WORK INSTRUCTIONS =>
Nothing but the lines from the top of the data to the line holding "ring dip: (170, 95)" should be printed, word for word and both ends included; leave the pictures out.
+++
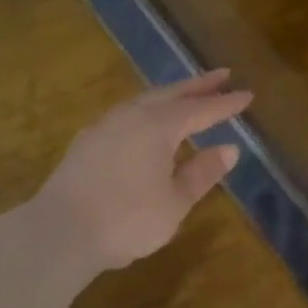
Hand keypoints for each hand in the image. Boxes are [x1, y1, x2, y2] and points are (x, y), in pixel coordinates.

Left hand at [35, 70, 251, 276]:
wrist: (59, 232)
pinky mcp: (87, 141)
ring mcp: (105, 126)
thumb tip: (230, 149)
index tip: (248, 95)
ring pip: (144, 100)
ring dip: (170, 95)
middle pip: (171, 94)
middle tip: (222, 76)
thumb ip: (202, 173)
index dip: (226, 103)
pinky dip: (147, 110)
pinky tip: (146, 122)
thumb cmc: (127, 219)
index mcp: (158, 126)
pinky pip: (126, 114)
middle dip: (198, 86)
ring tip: (186, 95)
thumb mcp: (175, 202)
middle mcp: (131, 116)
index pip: (201, 110)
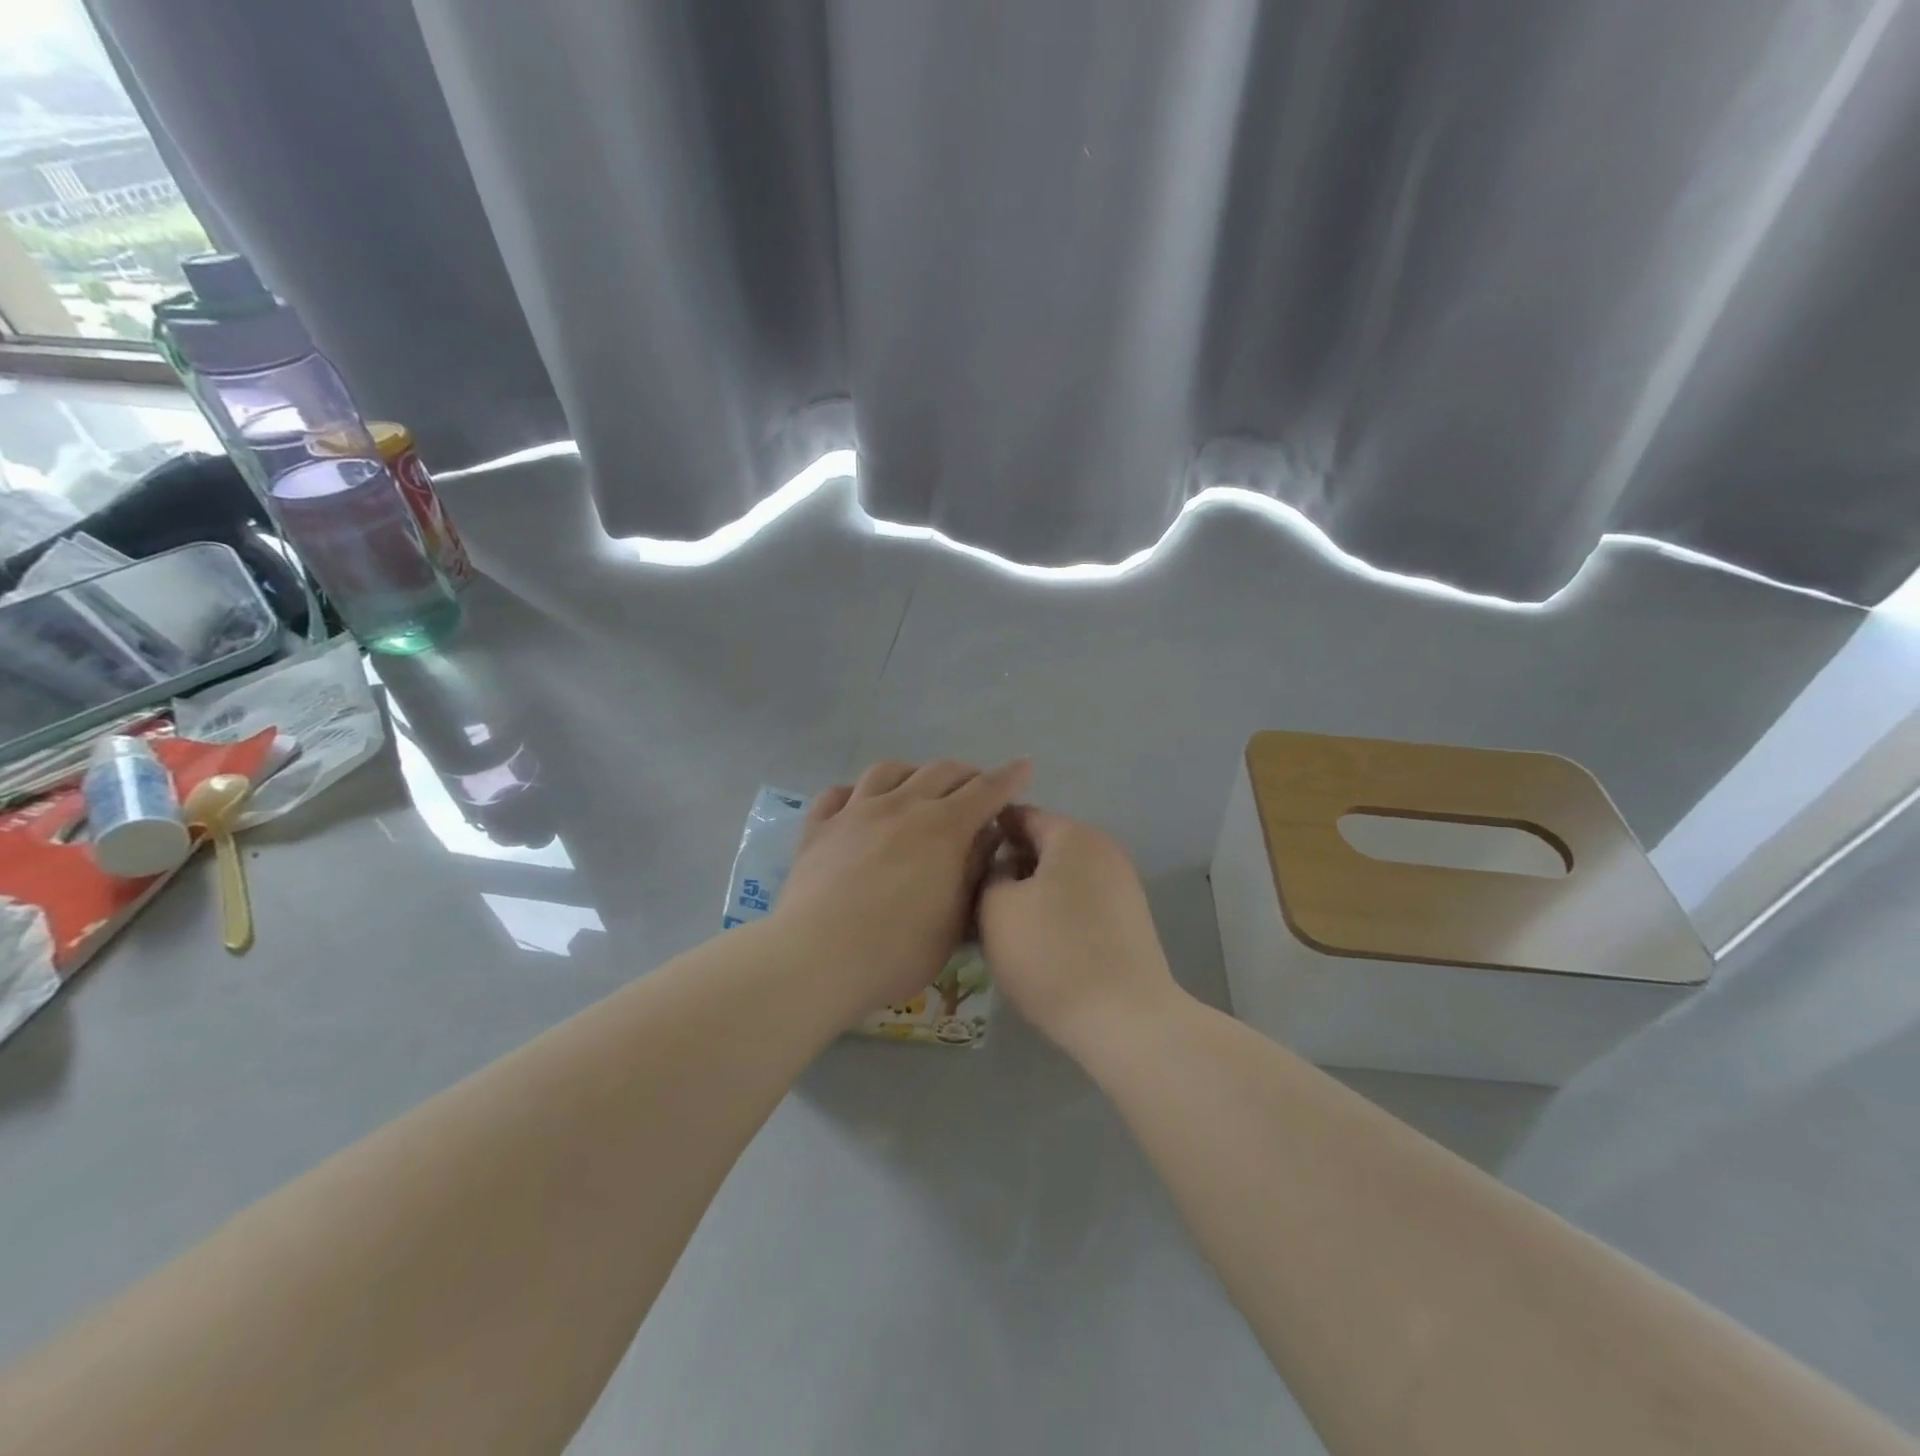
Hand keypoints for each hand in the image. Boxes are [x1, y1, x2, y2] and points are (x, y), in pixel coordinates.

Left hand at [775, 758, 1031, 1017]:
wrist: (818, 958)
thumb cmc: (898, 950)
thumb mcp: (954, 921)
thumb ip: (974, 872)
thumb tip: (987, 838)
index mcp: (943, 828)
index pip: (986, 790)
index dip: (1009, 777)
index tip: (1025, 765)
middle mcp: (902, 806)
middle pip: (940, 771)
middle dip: (966, 773)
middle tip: (976, 788)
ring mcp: (856, 811)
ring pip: (889, 770)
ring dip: (914, 773)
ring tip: (919, 788)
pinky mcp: (819, 827)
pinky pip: (838, 793)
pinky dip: (858, 792)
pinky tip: (860, 803)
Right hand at [979, 808, 1182, 1051]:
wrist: (1125, 1020)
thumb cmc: (1051, 955)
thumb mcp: (996, 908)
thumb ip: (989, 873)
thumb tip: (1001, 868)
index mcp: (1073, 835)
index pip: (1019, 815)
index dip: (985, 832)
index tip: (959, 859)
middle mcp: (1103, 849)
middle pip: (1042, 845)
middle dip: (1007, 866)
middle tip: (973, 897)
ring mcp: (1122, 885)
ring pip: (1060, 877)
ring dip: (1029, 893)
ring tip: (998, 925)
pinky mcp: (1128, 920)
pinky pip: (1079, 902)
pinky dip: (1054, 913)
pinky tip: (1033, 943)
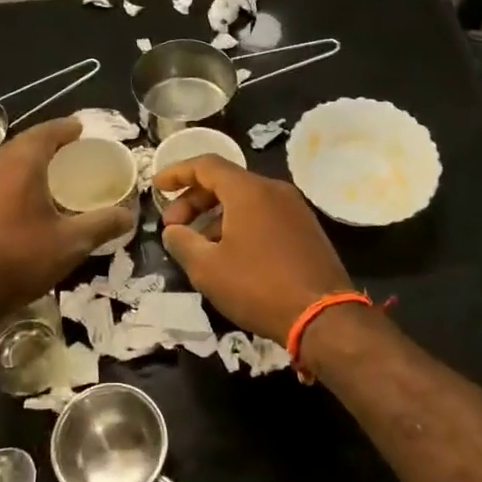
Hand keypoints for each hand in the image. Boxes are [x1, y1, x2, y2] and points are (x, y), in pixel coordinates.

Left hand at [0, 117, 135, 321]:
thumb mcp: (71, 244)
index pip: (45, 133)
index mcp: (21, 164)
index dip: (64, 128)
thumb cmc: (20, 258)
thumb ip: (102, 225)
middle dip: (47, 140)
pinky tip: (25, 195)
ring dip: (29, 158)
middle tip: (70, 146)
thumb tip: (129, 215)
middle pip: (24, 142)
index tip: (80, 128)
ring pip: (7, 159)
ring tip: (51, 168)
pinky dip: (15, 175)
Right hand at [156, 155, 353, 343]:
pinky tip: (229, 253)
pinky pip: (264, 215)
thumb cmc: (258, 286)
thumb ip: (182, 242)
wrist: (323, 316)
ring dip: (216, 216)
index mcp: (249, 190)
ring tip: (197, 245)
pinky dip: (239, 224)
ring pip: (245, 200)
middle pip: (226, 182)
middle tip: (174, 226)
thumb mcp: (208, 268)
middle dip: (194, 200)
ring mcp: (295, 208)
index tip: (157, 186)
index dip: (177, 172)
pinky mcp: (306, 229)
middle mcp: (274, 190)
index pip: (206, 165)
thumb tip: (173, 230)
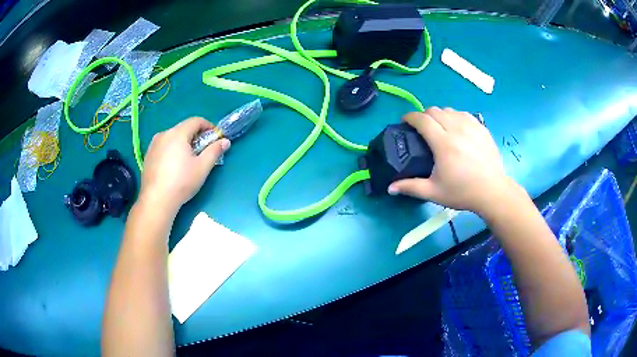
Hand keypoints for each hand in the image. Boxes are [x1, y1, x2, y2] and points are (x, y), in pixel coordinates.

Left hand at [138, 117, 230, 213]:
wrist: (156, 200)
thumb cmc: (182, 182)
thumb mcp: (202, 167)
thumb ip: (214, 151)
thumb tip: (225, 141)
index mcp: (177, 133)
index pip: (196, 121)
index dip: (208, 126)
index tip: (215, 138)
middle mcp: (163, 134)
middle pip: (183, 128)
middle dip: (195, 136)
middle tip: (203, 152)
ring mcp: (153, 145)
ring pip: (172, 138)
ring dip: (183, 143)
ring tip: (187, 160)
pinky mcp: (147, 155)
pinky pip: (163, 147)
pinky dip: (171, 151)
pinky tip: (173, 167)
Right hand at [388, 107, 516, 215]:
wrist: (492, 191)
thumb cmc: (462, 192)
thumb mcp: (434, 192)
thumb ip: (411, 187)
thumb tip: (390, 188)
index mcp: (443, 143)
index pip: (422, 119)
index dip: (410, 117)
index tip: (405, 122)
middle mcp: (456, 129)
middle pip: (435, 110)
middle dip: (424, 115)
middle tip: (422, 128)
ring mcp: (471, 126)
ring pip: (449, 110)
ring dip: (440, 115)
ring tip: (440, 128)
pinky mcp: (481, 128)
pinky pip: (464, 114)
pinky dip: (455, 117)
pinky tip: (456, 128)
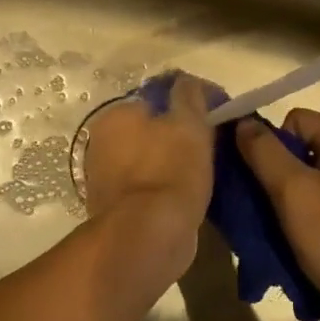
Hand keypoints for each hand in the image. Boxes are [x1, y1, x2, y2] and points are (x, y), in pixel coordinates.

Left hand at [83, 73, 214, 278]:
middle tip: (214, 145)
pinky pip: (149, 188)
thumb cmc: (170, 172)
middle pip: (151, 128)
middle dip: (179, 133)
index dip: (190, 103)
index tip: (217, 116)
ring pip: (150, 159)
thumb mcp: (189, 123)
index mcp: (115, 115)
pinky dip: (166, 188)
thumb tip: (185, 81)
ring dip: (173, 162)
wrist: (147, 239)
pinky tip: (188, 196)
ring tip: (206, 173)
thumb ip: (189, 95)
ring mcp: (105, 178)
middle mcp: (102, 142)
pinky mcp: (116, 210)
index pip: (157, 97)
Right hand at [236, 110, 319, 320]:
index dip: (272, 146)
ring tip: (281, 224)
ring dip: (291, 195)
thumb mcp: (291, 192)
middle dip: (279, 172)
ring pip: (312, 174)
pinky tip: (302, 236)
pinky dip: (309, 211)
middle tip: (266, 205)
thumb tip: (241, 122)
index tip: (265, 183)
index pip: (294, 120)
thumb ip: (263, 151)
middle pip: (304, 146)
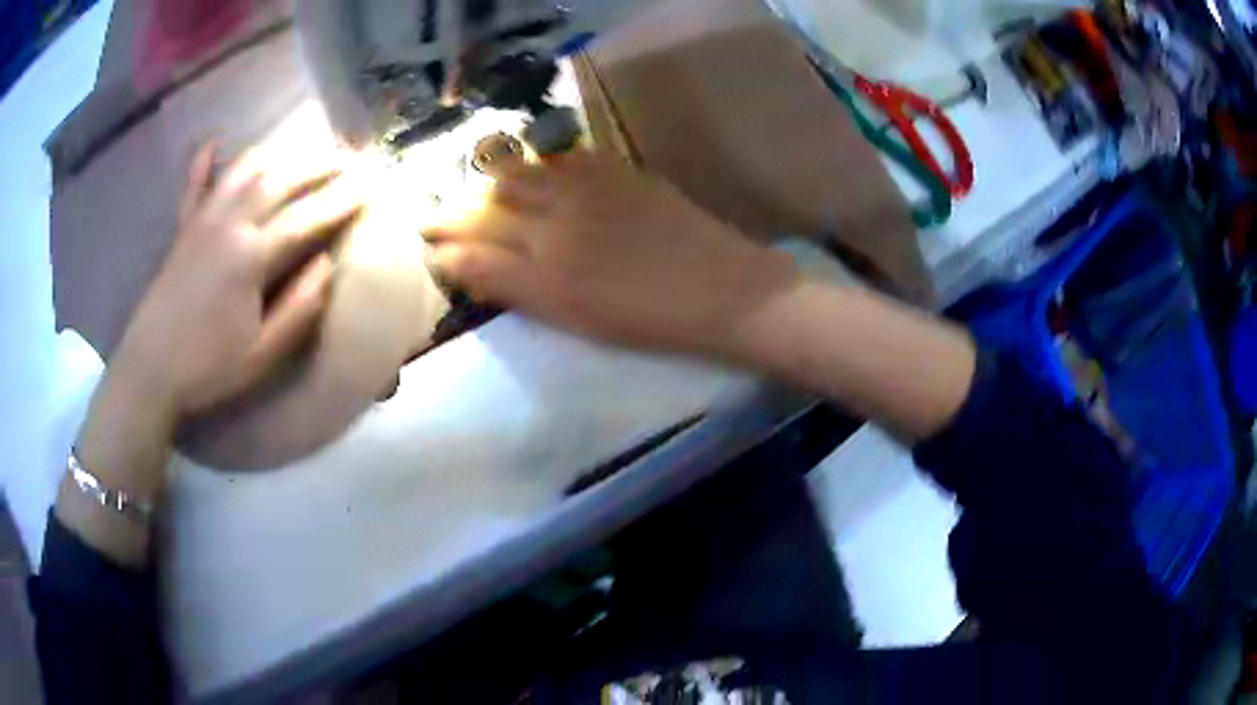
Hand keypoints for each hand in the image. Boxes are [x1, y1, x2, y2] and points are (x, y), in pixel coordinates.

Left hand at [113, 142, 362, 419]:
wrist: (148, 371)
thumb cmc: (207, 368)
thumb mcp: (262, 355)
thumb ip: (299, 309)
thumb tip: (327, 265)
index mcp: (251, 256)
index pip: (307, 218)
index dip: (341, 201)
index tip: (369, 186)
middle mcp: (229, 223)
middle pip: (280, 180)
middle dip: (318, 165)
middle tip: (347, 157)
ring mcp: (202, 221)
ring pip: (244, 171)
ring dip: (278, 154)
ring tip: (301, 148)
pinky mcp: (183, 230)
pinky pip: (193, 186)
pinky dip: (204, 163)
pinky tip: (214, 144)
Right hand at [428, 151, 799, 359]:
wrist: (728, 292)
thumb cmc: (649, 317)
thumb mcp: (570, 314)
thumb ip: (506, 283)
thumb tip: (453, 259)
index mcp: (545, 249)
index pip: (478, 233)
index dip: (446, 233)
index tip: (423, 235)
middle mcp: (561, 206)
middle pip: (497, 198)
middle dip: (461, 206)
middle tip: (437, 214)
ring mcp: (596, 186)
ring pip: (528, 173)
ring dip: (495, 181)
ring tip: (478, 192)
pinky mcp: (627, 177)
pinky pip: (571, 160)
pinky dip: (543, 165)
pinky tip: (538, 172)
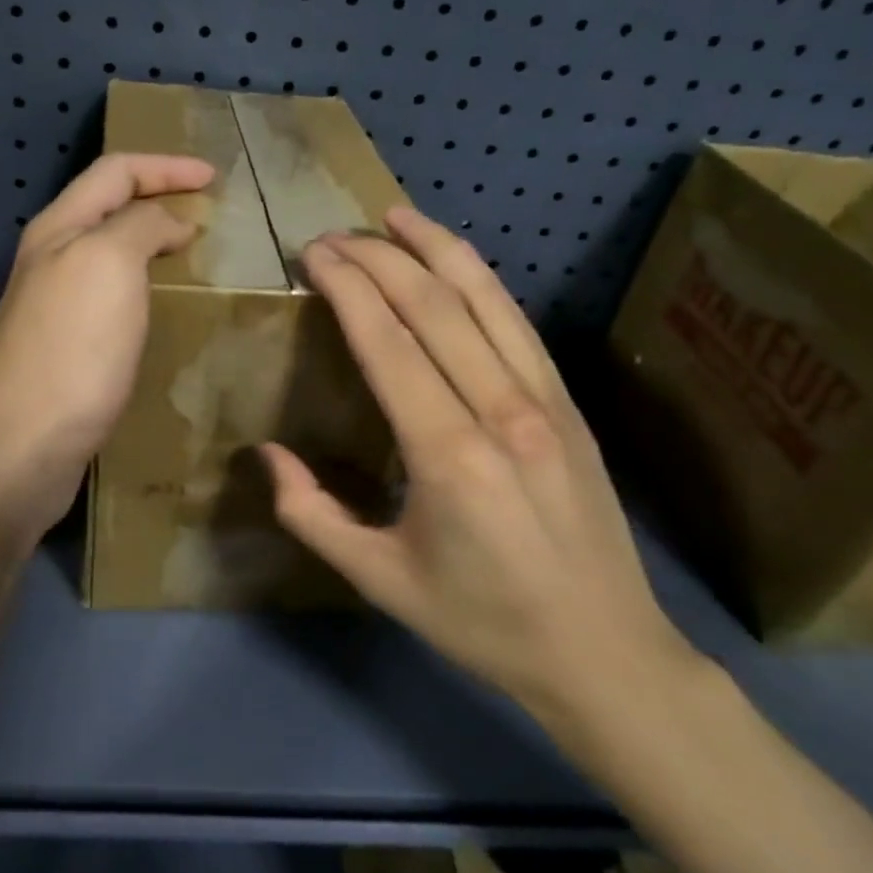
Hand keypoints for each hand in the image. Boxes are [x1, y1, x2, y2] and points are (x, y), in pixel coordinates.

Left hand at [0, 152, 213, 535]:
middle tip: (207, 214)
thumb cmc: (71, 349)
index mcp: (58, 229)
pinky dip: (144, 290)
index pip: (115, 172)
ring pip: (109, 256)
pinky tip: (164, 310)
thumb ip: (140, 227)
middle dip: (157, 200)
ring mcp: (54, 307)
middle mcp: (50, 260)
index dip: (166, 167)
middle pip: (108, 210)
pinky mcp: (65, 350)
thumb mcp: (108, 265)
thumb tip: (168, 221)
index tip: (214, 178)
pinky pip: (112, 299)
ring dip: (151, 246)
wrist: (21, 448)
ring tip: (194, 256)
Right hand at [259, 207, 700, 734]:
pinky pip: (518, 323)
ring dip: (436, 249)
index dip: (348, 288)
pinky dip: (481, 281)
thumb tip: (266, 455)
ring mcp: (544, 401)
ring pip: (485, 300)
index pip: (389, 343)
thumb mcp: (379, 581)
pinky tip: (455, 262)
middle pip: (433, 306)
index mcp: (448, 456)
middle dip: (378, 259)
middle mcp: (501, 412)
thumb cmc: (483, 623)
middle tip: (333, 237)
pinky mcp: (568, 405)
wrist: (605, 654)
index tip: (314, 255)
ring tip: (394, 217)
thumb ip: (312, 515)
+++
TASK RESULT =>
Hand keypoints for each hand in the image. Boxes are [x1, y1, x2, y2] and points are (x, y), in pixel coordinates.

Left hand at [35, 70, 251, 276]:
wrist: (59, 232)
pinky mcp: (87, 141)
ring mcp: (105, 126)
thumb tip: (230, 149)
index tip: (248, 95)
ring pip: (144, 100)
ring dip: (170, 95)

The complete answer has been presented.